Sentra Kuliner Lenteng Agung Diserbu 'Rojali' Sang Pendongkrak Ekonomi
Asisten Perekonomian dan Pembangunan Kota Administrasi Jakarta Selatan Sayid Ali mengunjungi Teras Lenteng Agung (Teras LA), Jagakarsa, Jakarta, Kamis (29/1/2026). ANTARA/Luthfia Miranda Putri
Merahputih.com - Di bawah terik matahari siang kawasan Jagakarsa, Jakarta Selatan, keriuhan tak biasa terlihat di sentra kuliner Teras Lenteng Agung (Teras LA) pada Kamis (22/1).
Ratusan Aparatur Sipil Negara (ASN) berpakaian dinas tampak memadati gerai-gerai UMKM, tidak untuk melakukan inspeksi mendadak, melainkan menjalankan misi sebagai 'Rojali' alias rombongan jadi beli, bukan rombongan jarang beli.
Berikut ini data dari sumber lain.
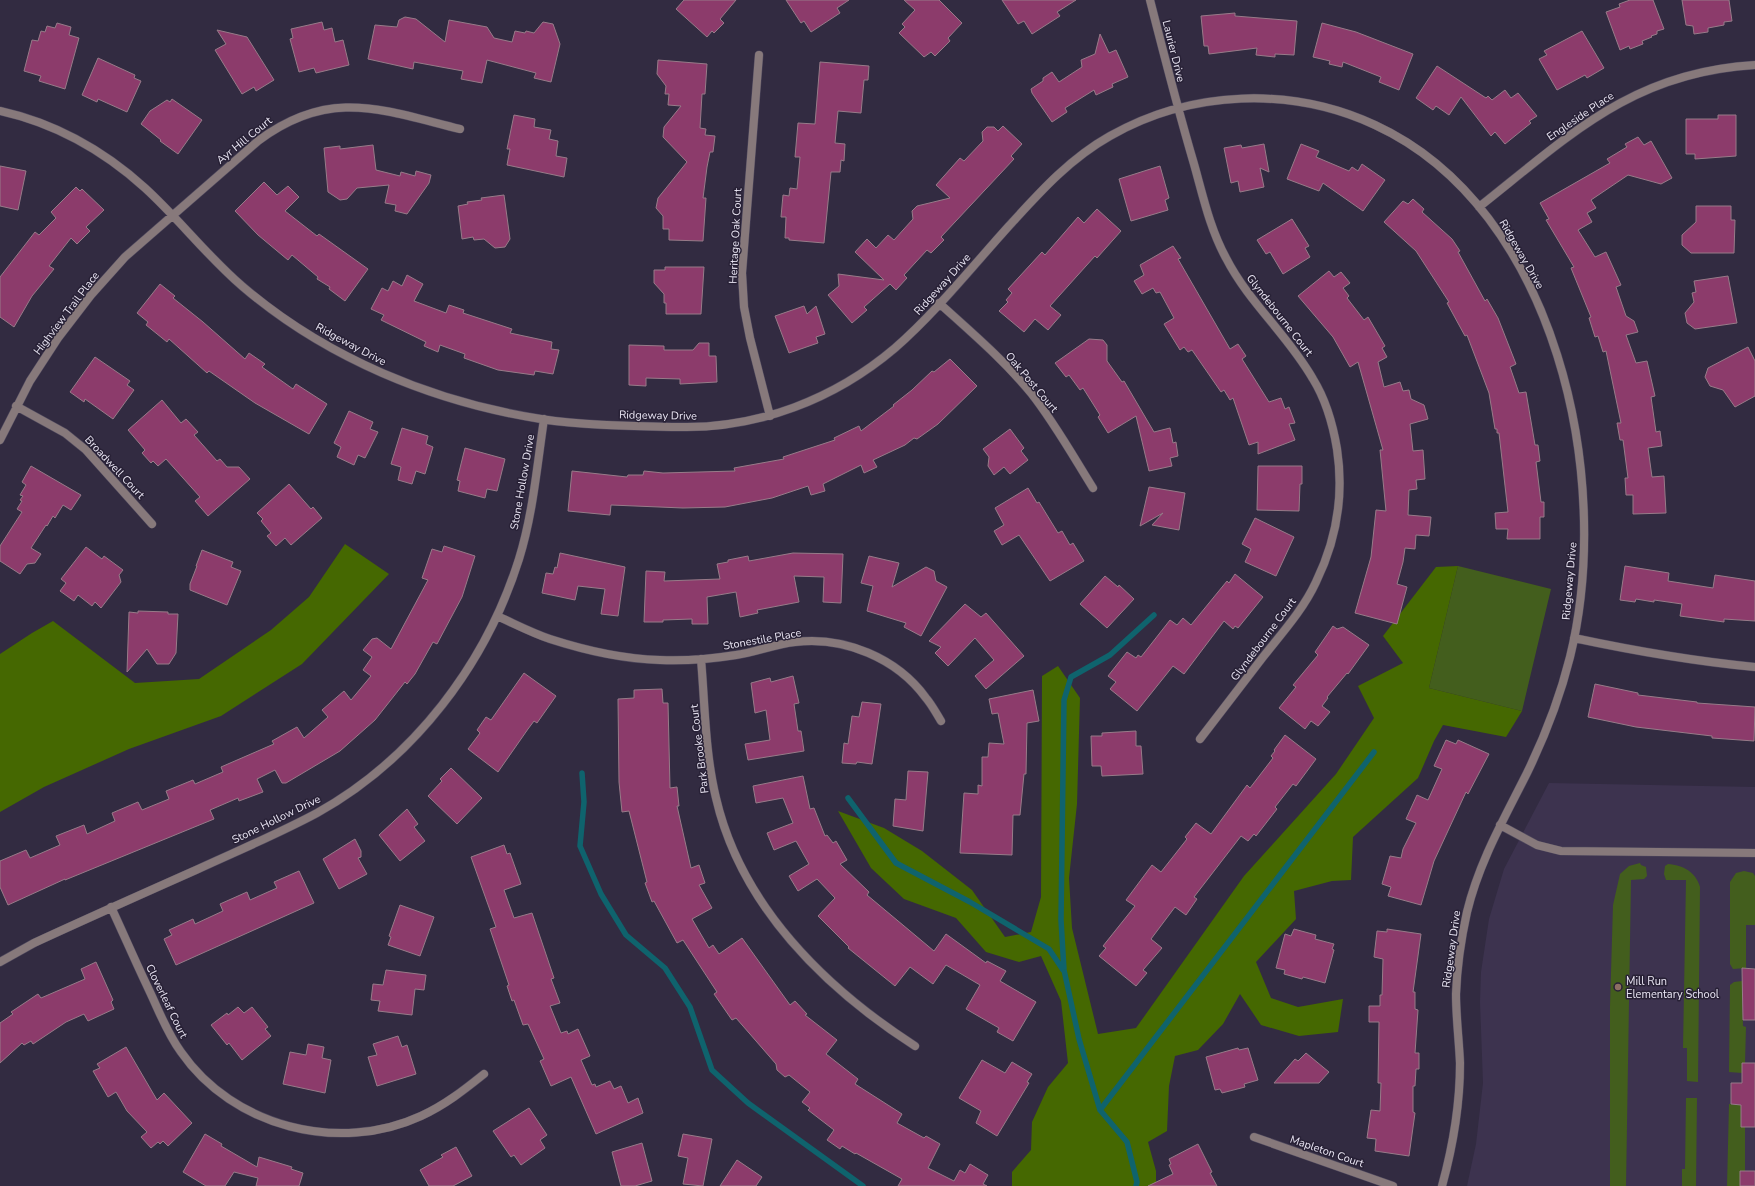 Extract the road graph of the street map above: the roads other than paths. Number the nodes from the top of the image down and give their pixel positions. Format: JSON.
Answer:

Aksi borong makanan ini berhasil mencatatkan rekor transaksi yang memukau, di mana omzet pedagang meroket dari Rp5,7 juta di hari pertama hingga menembus angka lebih dari Rp8 juta pada hari kedua.
Baca juga:
Keterlibatan aktif para abdi negara ini merupakan implementasi langsung dari instruksi Wali Kota Jakarta Selatan, Muhammad Anwar. Instruksi tersebut mewajibkan seluruh jajaran pemerintah kota berperan nyata dalam menggerakkan roda ekonomi pelaku usaha kecil di wilayah tersebut.
"Pada hari pertama transaksi dari ASN mencapai Rp5,7 juta. Hari kedua bahkan meningkat menjadi lebih dari Rp8 juta," ungkap Asisten Perekonomian dan Pembangunan Kota Administrasi Jakarta Selatan, Sayid Ali, Kamis (29/1).
Keterlibatan ASN terbukti menjadi napas baru bagi para pedagang, terutama pada fase awal pengoperasian kawasan kuliner tersebut. Kehadiran fisik dan transaksi nyata dianggap sebagai solusi paling efektif dibandingkan sekadar promosi di media sosial.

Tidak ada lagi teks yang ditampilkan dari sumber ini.